Prospective, double-masked, controlled trial, 30 subjects with previously untreated diabetic macular edema randomly assigned to receive laser photocoagulation by the modified ETDRS Study (direct/ grid photocoagulation) in16 eyes or high density micro pulsed technique (Opto FastPulsetm Laser) in 14 eyes. Visual acuity, fluorescein angiography, autofluorescence (FAF, 488nm), near infra-red autofluorescence (NIRFAF, 790 nm) and spectral domain optical coherence tomography (OCT) were obtained at baseline and at 1, 3 and 6 months. Main outcome were accessed by OCT and FAF/ NIRFAF.
No changes to retinal pigment endothelium (RPE) and photoreceptors were observed by OCT or FAF/ NIRFAF of the high density treatment group laser spots. In the modified ETDRS group we could clearly identify every spot by SD-OCT, FAF and NIRFAF, although a low intensity strategy (light grey) was used. SD-OCT showed an increased reflectivity in the RPE cells, which included the outer segment of the photoreceptors, although in the majority of cases the OS/IS line was present. There was no increase in size or area of laser spots in the follow up period.FAF and NIRFAF showed initially a decreased signal, however in time we could observe and increase in FAF and NIRFAF. No difference in central macular thickness and visual acuity was identified between groups.

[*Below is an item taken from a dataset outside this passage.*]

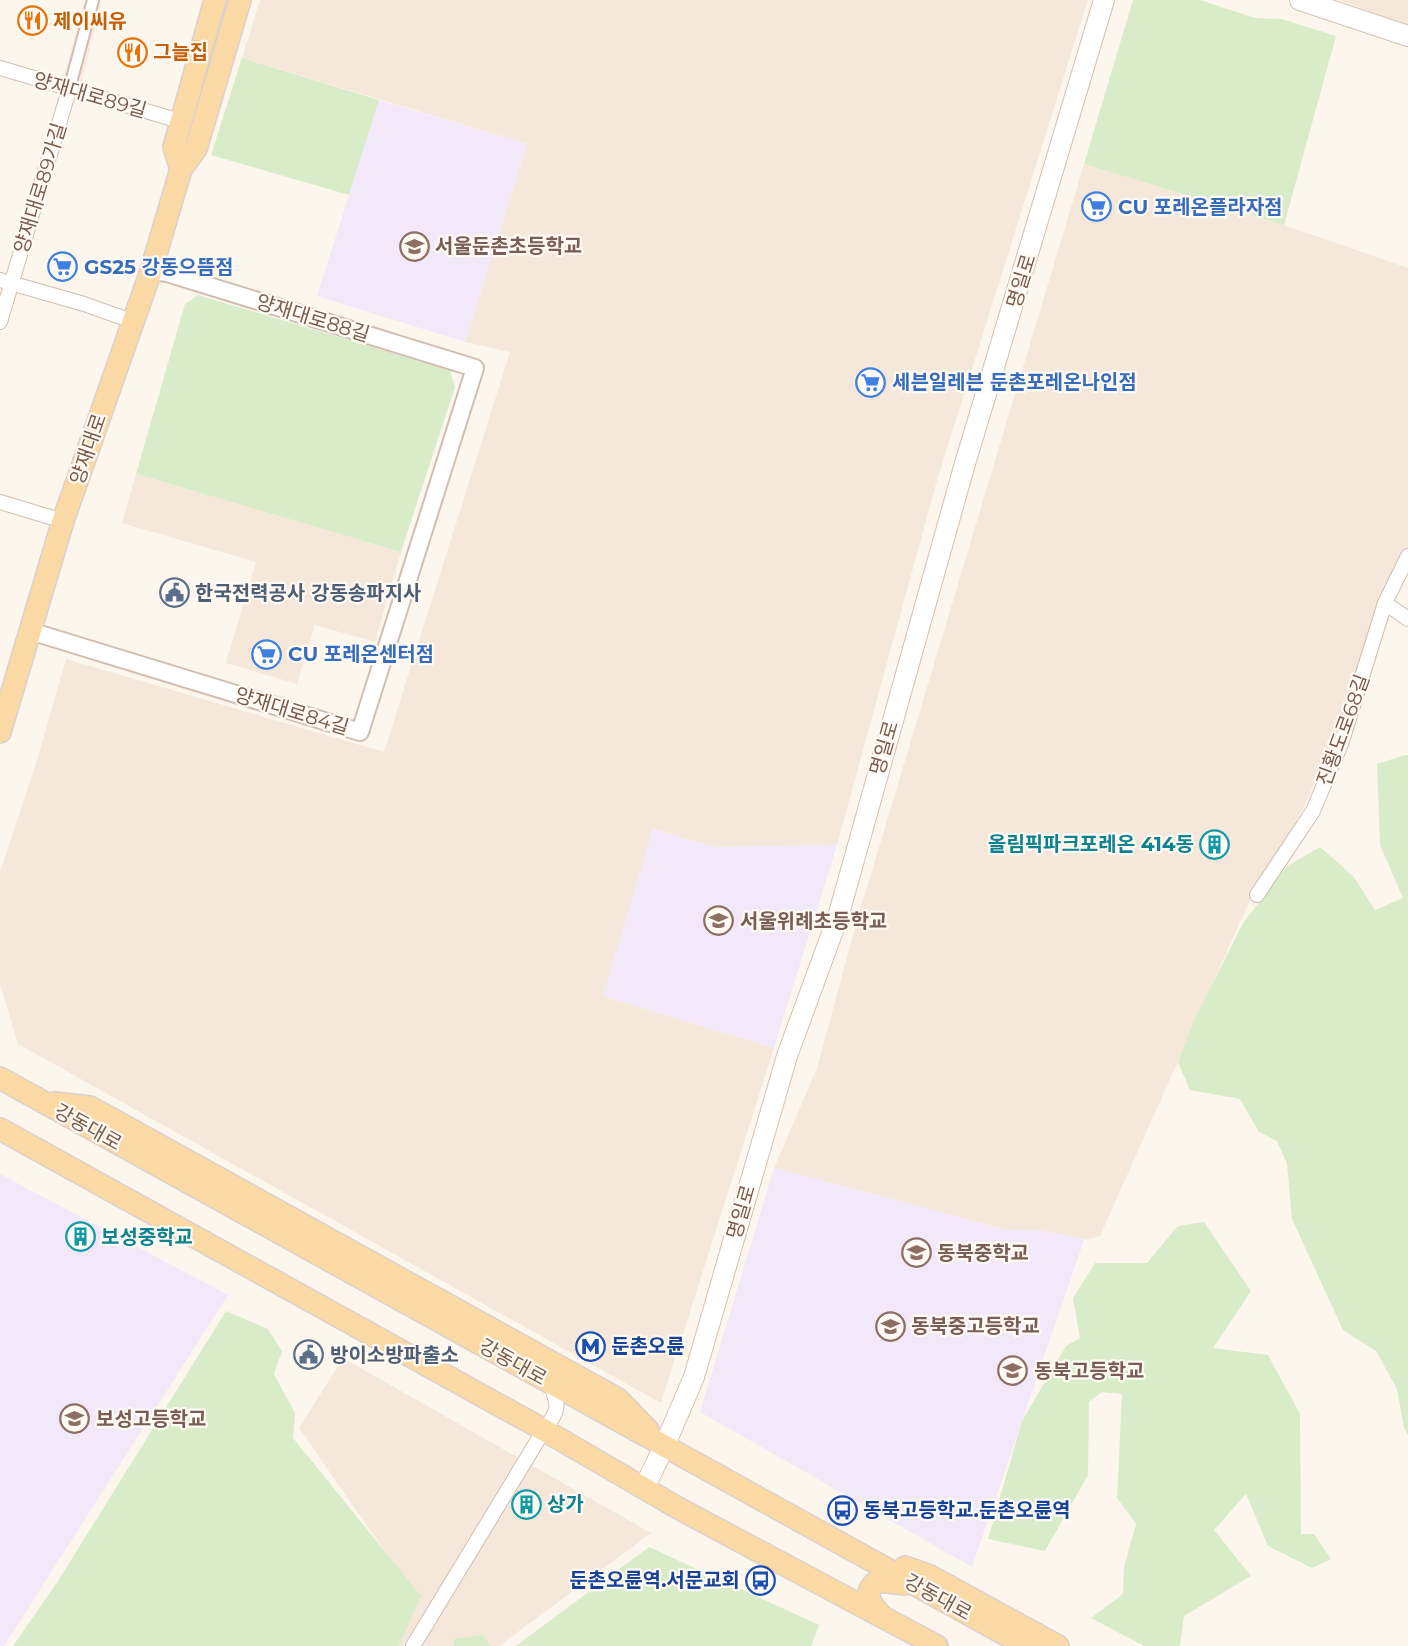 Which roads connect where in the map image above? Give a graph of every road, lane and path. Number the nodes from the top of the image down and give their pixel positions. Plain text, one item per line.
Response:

These findings do not support the use of sub-threshold laser treatment of diabetic macular edema, but imply a short-term clinical performance comparable to the modified ETDRS technique, with no scarring observable with SD-OCT and FAF/NIRFAF. OCT findings suggest that a light treatment with continuous laser could selectively treat the RPE minimizing damage to the photoreceptors. The precise role of sub-threshold and threshold laser treatment may become more defined in further studies.